MOSCOW, January 17 (Sputnik), Ekaterina Blinova — Moroccan authorities announced on Saturday, January 17, that they broke up an Islamic State terror cell which was sending fighters to Iraq and Syria and planning attacks inside the country.
"According to intelligence reports, Moroccans fighting in Syria and Iraq have been trained in handling weapons and manufacturing explosives to perpetrate attacks once they return to Morocco," the kingdom's Interior Ministry reported, as quoted by Reuters.
"Some of the eight members of the cell have been convicted in other terrorism cases in the past," the official statement reads.
"Some 200 have returned home and all of them were arrested, mainly at the airport when their flights landed," an unnamed security source told Reuters.

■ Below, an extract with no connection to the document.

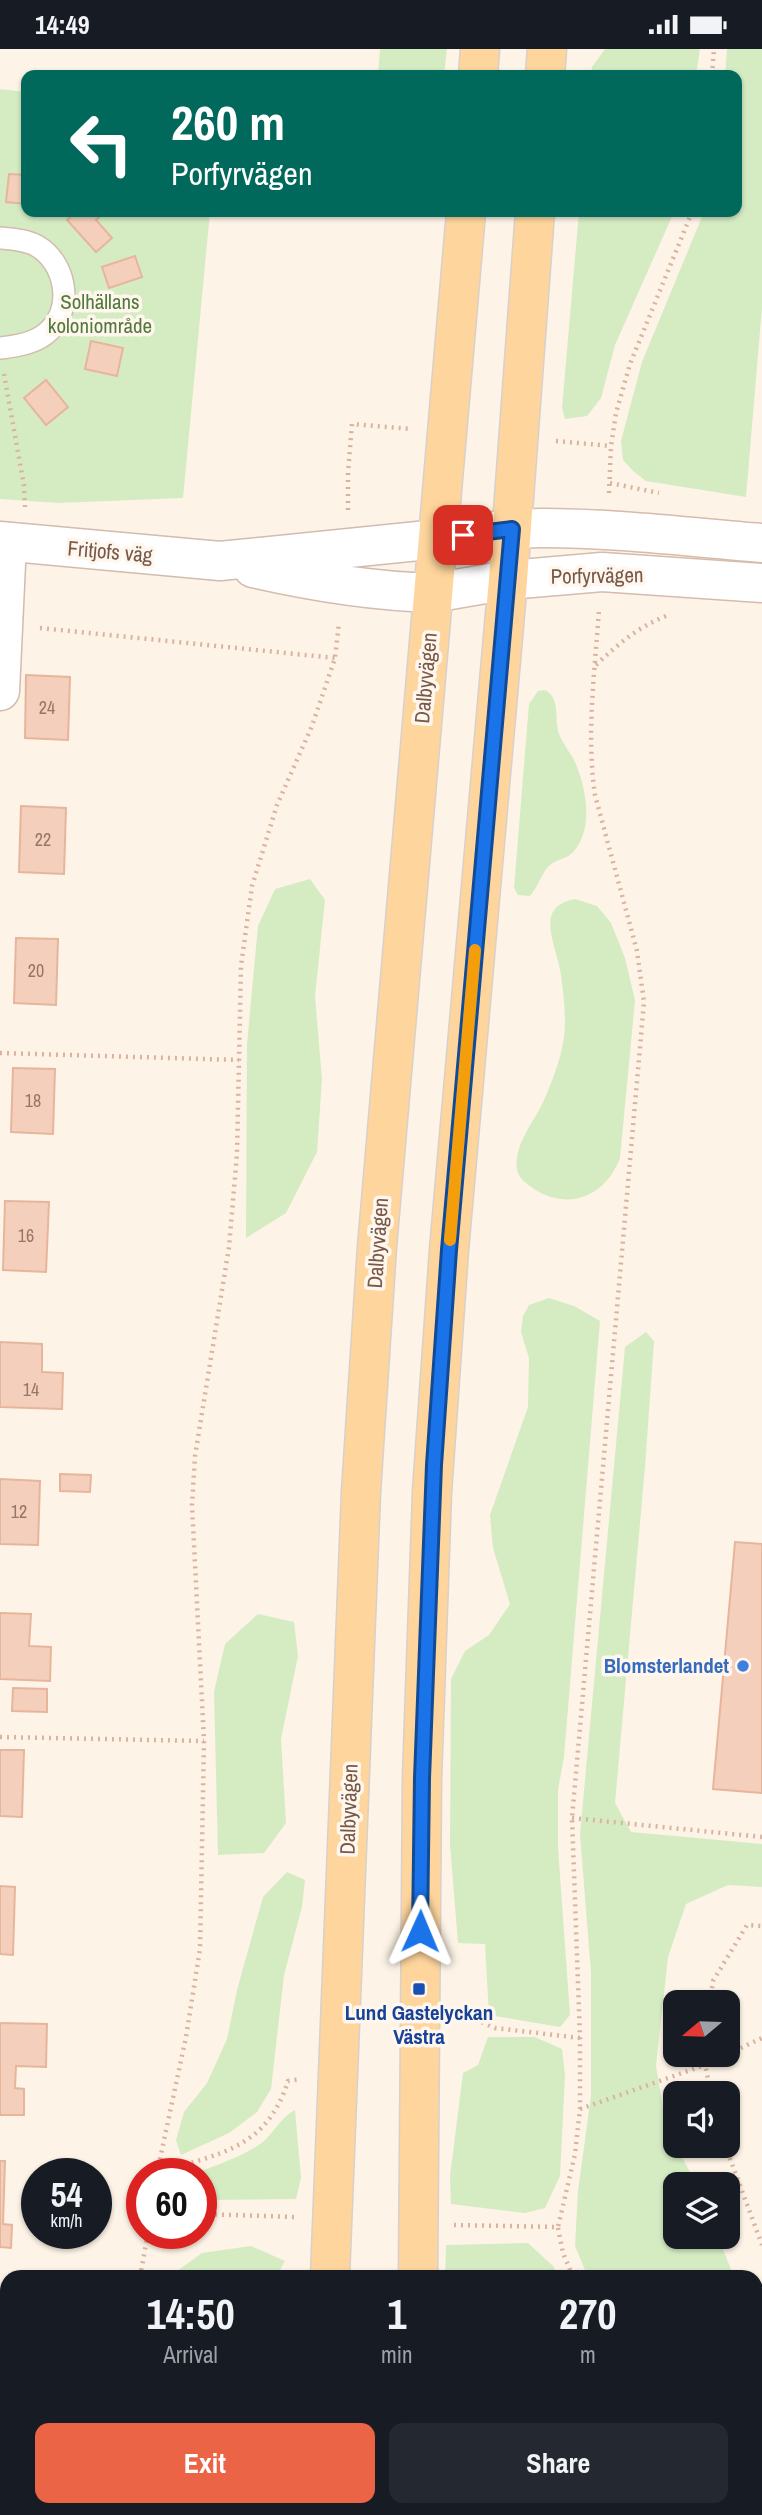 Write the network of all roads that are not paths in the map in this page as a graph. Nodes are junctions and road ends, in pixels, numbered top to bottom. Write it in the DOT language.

According to the Magharebia news agency, one of the ISIL-related cells was detected and eliminated by Morocco's security forces in September 2014. The group was recruiting youths from impoverished suburbs of Fez, the third largest city of the kingdom. A month earlier, the Associated Press reported a Moroccan terror network operating in Tetouan, Fez and Fnideq was successfully dismantled by police in August 2014.
The state has long been facing terror threat posed by radical Islamists: in 2011 a powerful blast in Marrakesh claimed lives of 15 people. In 2003 a suicide bombing incident in Casablanca resulted in the deaths of over 45 civilians.